色々その理由を書いていたが、神の如き働きをしたのでという理由が多かったと思う。
さらに、天皇家は万世一系ではなく、タラシ王朝やイリ王朝などといった、天皇の名前から複数の王朝があったと推理するものもあった。もっと飛躍した発想で、神武天皇と崇神天皇が同一だというのも多かった。
様々な説が百花繚乱といったところか。
実は、この文章を書くにあたって、図書館に行って様々な本を読み漁った。
「盗まれた神話、古田武彦」「神功皇后を読み解く」「幻の四世紀の謎を解く」「神武と応神 祟り神の秘密」「神の時空」・・
もっと様々な本があったが、古代天皇の話が、色んな人達の興味を引くのかが良く分かる量である。
空白の4世紀、邪馬台国と大和朝廷への連続性、古事記と日本書紀の違い、まさに謎の宝庫である。
私も、何かあるなと思う。
そんな中で、一部の天皇の諡に神の名前が付いているという事は、やはり重要なことだと思う。
淡海三船
この諡(おくりな)は、淡海三船(おうみのみふね)という、奈良時代後期の文人がつけている。
辞書には、「神武天皇から光仁天皇までの漢風諡号を選定したともいわれる」広辞苑より
淡海三船さんが優れた学者だという事はわかるが、天皇の諡(おくりな)が奈良時代後期の考えがベースになっている事を考慮に入れたい。
これを命令したのが孝謙天皇だ。
史上6人目の女帝である孝謙天皇の勅命を受けて、天皇の漢風諡号を撰定したのだが色々問題もある。
孝謙天皇は2度天皇になった人物で、その性格を「自らに反抗したものに、卑しい名前を付ける」とウィキペディアでは書いている。

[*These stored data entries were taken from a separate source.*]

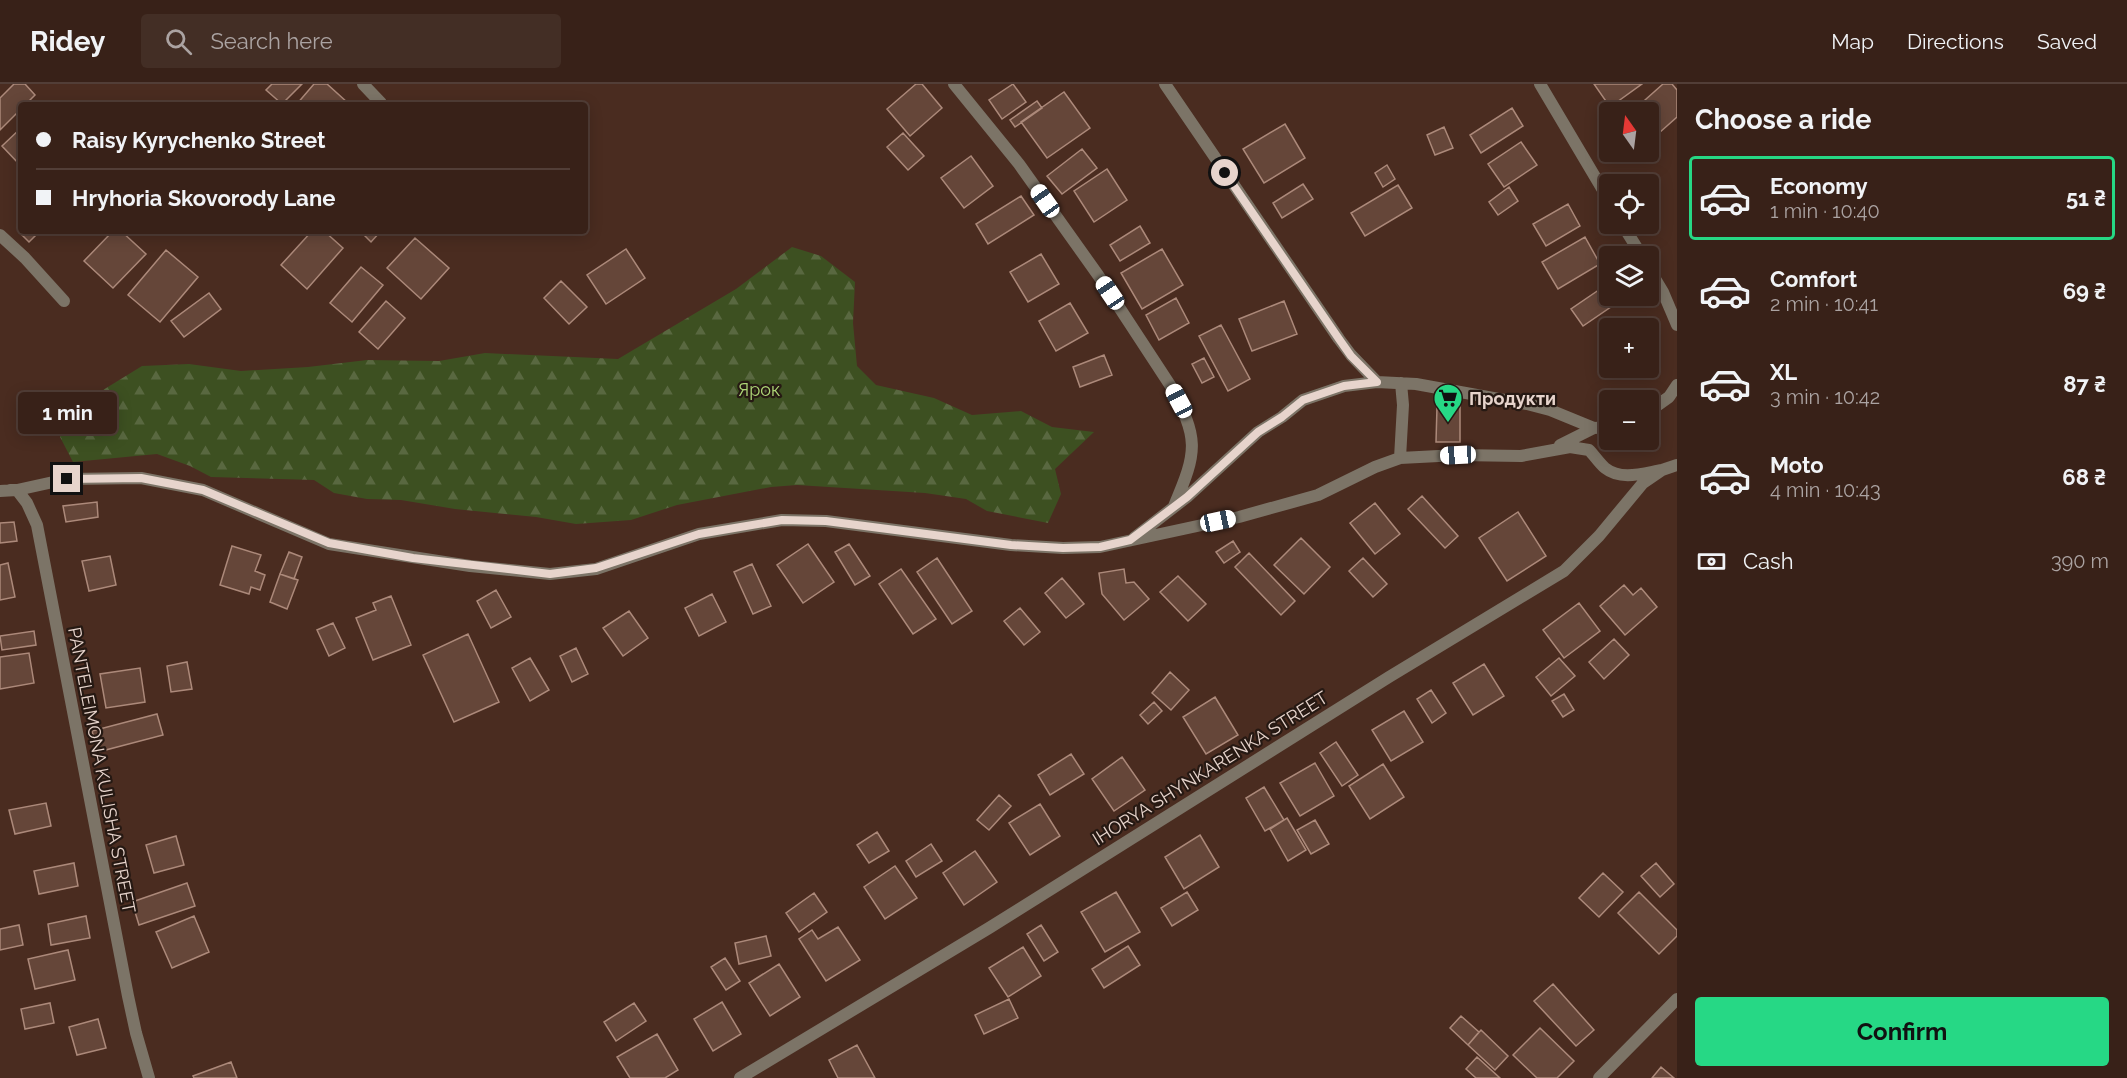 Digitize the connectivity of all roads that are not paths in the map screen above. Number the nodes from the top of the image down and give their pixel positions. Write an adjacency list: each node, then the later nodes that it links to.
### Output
1 (363, 84): 5 (street)
2 (954, 84): 23 (street)
3 (1165, 84): 11 (street)
4 (1540, 84): 6 (street)
5 (380, 102)
6 (1599, 183)
7 (0, 235): 9 (street)
8 (1659, 285): 10 (street)
9 (64, 301)
10 (1677, 325)
11 (1377, 382): 12 (street); 23 (street)
12 (1401, 383): 15 (street); 18 (street)
13 (1677, 385): 14 (street)
14 (1659, 404)
15 (1594, 428): 16 (street); 17 (street)
16 (1599, 428)
17 (1548, 451): 18 (street); 20 (street)
18 (1400, 458): 24 (street)
19 (1677, 465): 20 (street, IHORYA SHYNKARENKA STREET)
20 (1662, 470): 27 (street, IHORYA SHYNKARENKA STREET)
21 (0, 490): 22 (street)
22 (17, 490): 24 (street); 26 (street, PANTELEIMONA KULISHA STREET)
23 (1173, 507): 24 (street)
24 (1130, 540)
25 (1677, 999): 28 (street)
26 (149, 1078)
27 (740, 1078)
28 (1599, 1078) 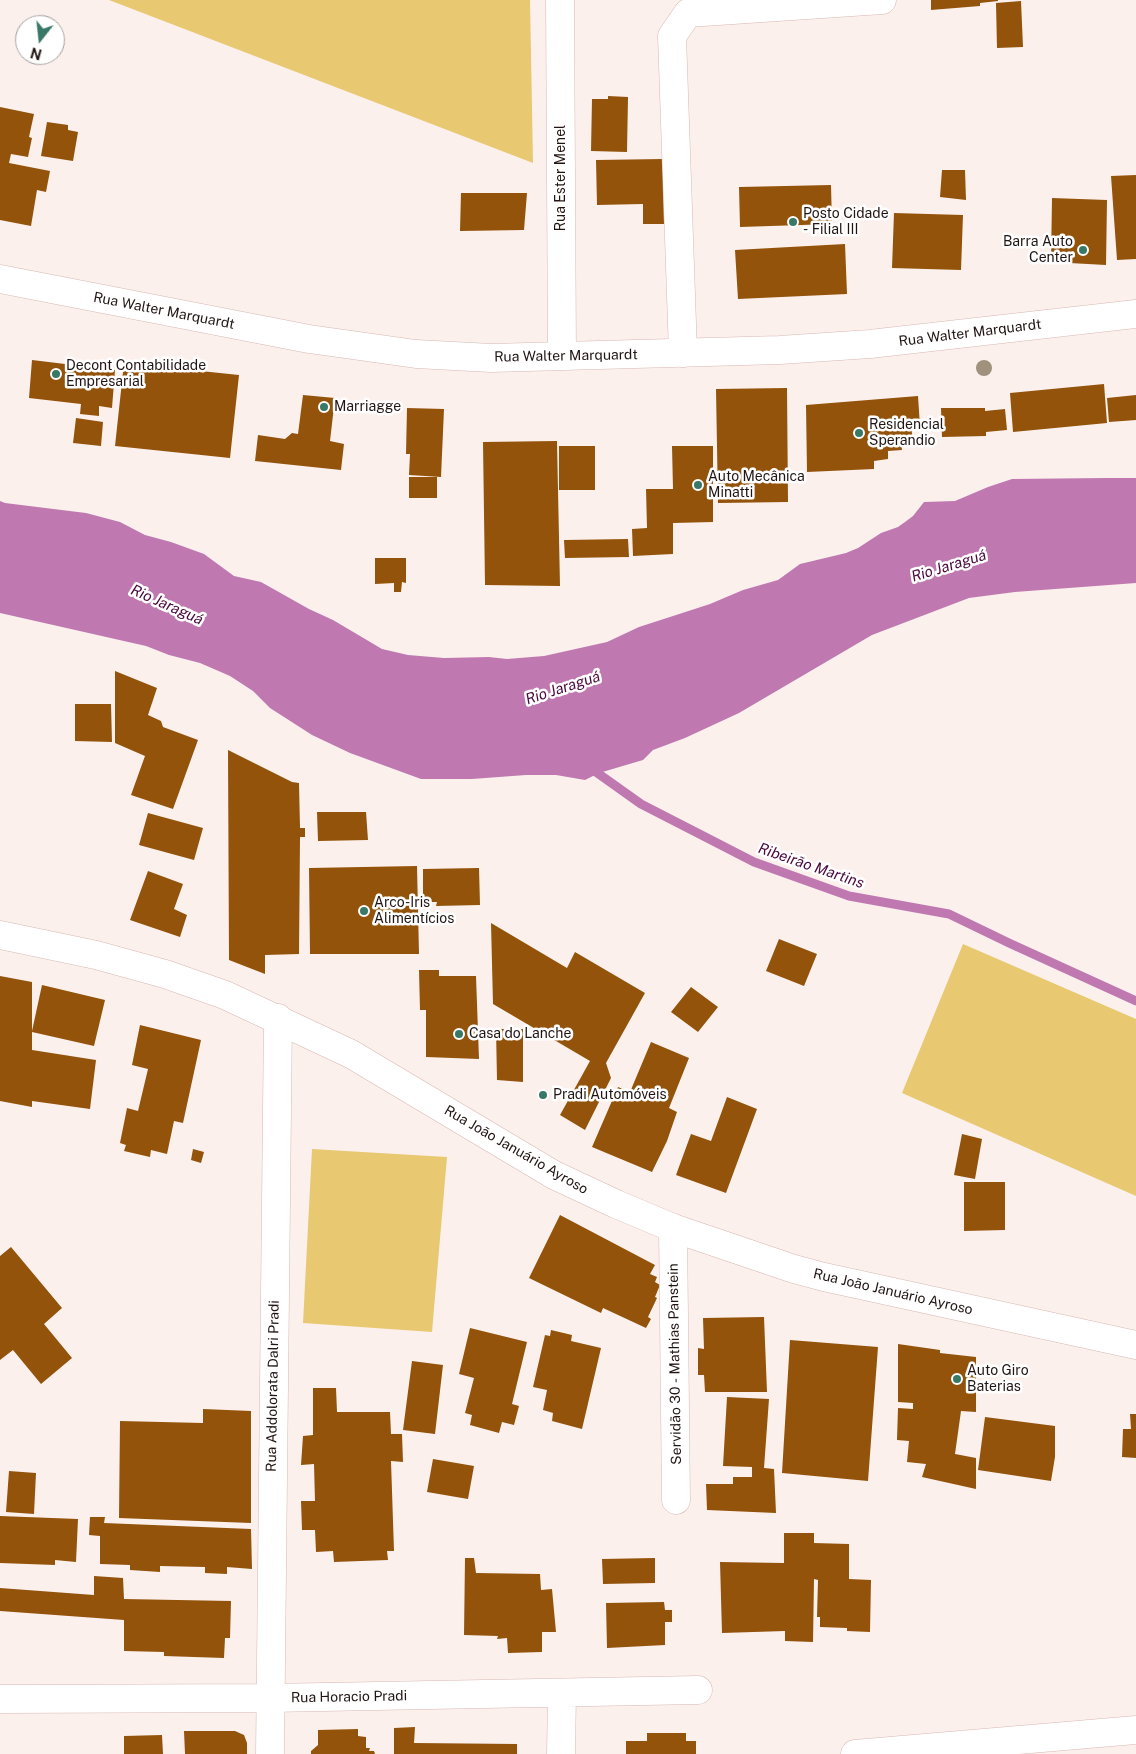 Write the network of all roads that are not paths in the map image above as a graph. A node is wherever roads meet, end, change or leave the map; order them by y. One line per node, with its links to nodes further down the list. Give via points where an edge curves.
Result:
1 (560, 0): 6 (street, Rua Ester Menel)
2 (882, 0): 5 (street, via 688,13 672,36)
3 (0, 280): 6 (street, Rua Walter Marquardt, via 309,339 416,354 491,358)
4 (1136, 314): 5 (street, Rua Walter Marquardt, via 870,344)
5 (683, 353): 6 (street, Rua Walter Marquardt)
6 (562, 356)
7 (0, 935): 8 (street, Rua João Januário Ayroso, via 96,955 165,974)
8 (278, 1018): 9 (street, Rua João Januário Ayroso, via 351,1054 554,1174); 14 (street, Rua Addolorata Dalri Pradi)
9 (673, 1228): 10 (street, Rua João Januário Ayroso, via 794,1270); 11 (street, Servidão 30 - Mathias Panstein)
10 (1136, 1345)
11 (676, 1500)
12 (698, 1690): 13 (street, Rua Horacio Pradi)
13 (562, 1693): 14 (street, Rua Horacio Pradi); 18 (street)
14 (270, 1698): 15 (street, Rua Horacio Pradi); 17 (street, Rua Addolorata Dalri Pradi)
15 (0, 1700)
16 (1136, 1730): 19 (street)
17 (270, 1754)
18 (561, 1754)
19 (855, 1754) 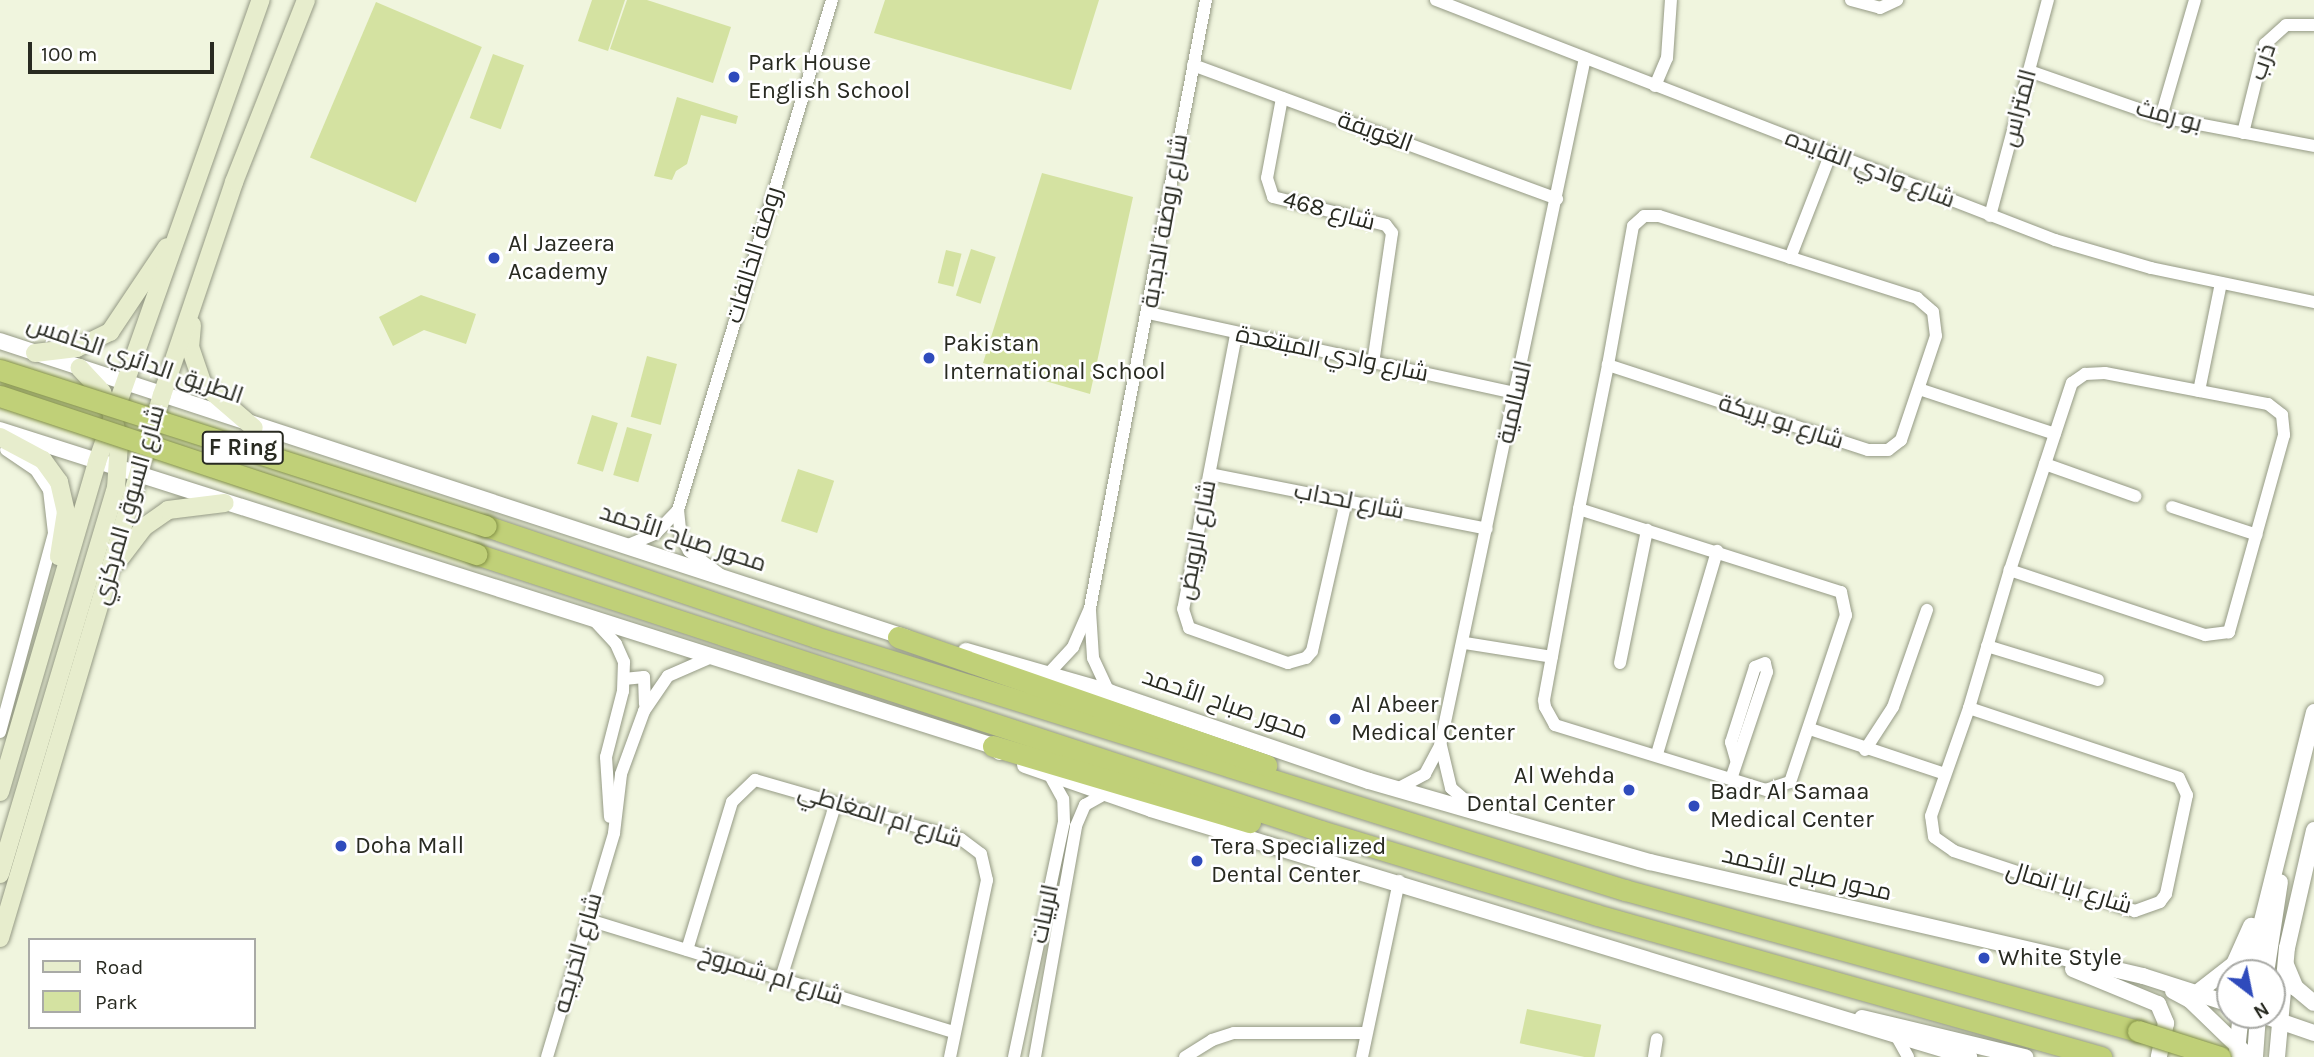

彼女はセックス上手の弓削の道鏡を寵愛しすぎて、政(まつりごと)が迷走したのも有名な話で、道鏡が天皇になろうと企んでいたのを、和気清麻呂が宇佐八幡宮の神託で阻止した。
その事を恨んで和気清麻呂を別部穢麻呂(わけべのきたなまろ)と呼んだというのが有名である。
卑しい名前を付けることで、腹の虫を納めていたのだ。
これは中華思想にも通じる。
中国では四夷(しい)といい、中華に対して四方に居住していた異民族に対して蔑称を付ける。日本を倭と呼んだのがいい例である。
つまり、言霊を強く信じていたのだろう。
この情緒不安定の天皇の命令で、淡海三船は作業をしているのだ。
かなりの忖度があったと推測できる。
天智系と天武系
さらに天智系と天武系という言葉がある。
古代日本最大の内乱である壬申の乱で、勝利した大海皇子が天武天皇として即位して以来、しばらく天武系の天皇がつづいていた。
この672年の壬申の乱とは
天智天皇の太子・大友皇子に対し、皇弟・大海人皇子(天武天皇)が兵を挙げて勃発した。反乱者である大海人皇子が勝利するという、日本では例の少ない内乱であった。ウィキペディア
つまり、この時から天智天皇系と天武天皇系が誕生している。孝謙天皇は天武系の最後の天皇だった。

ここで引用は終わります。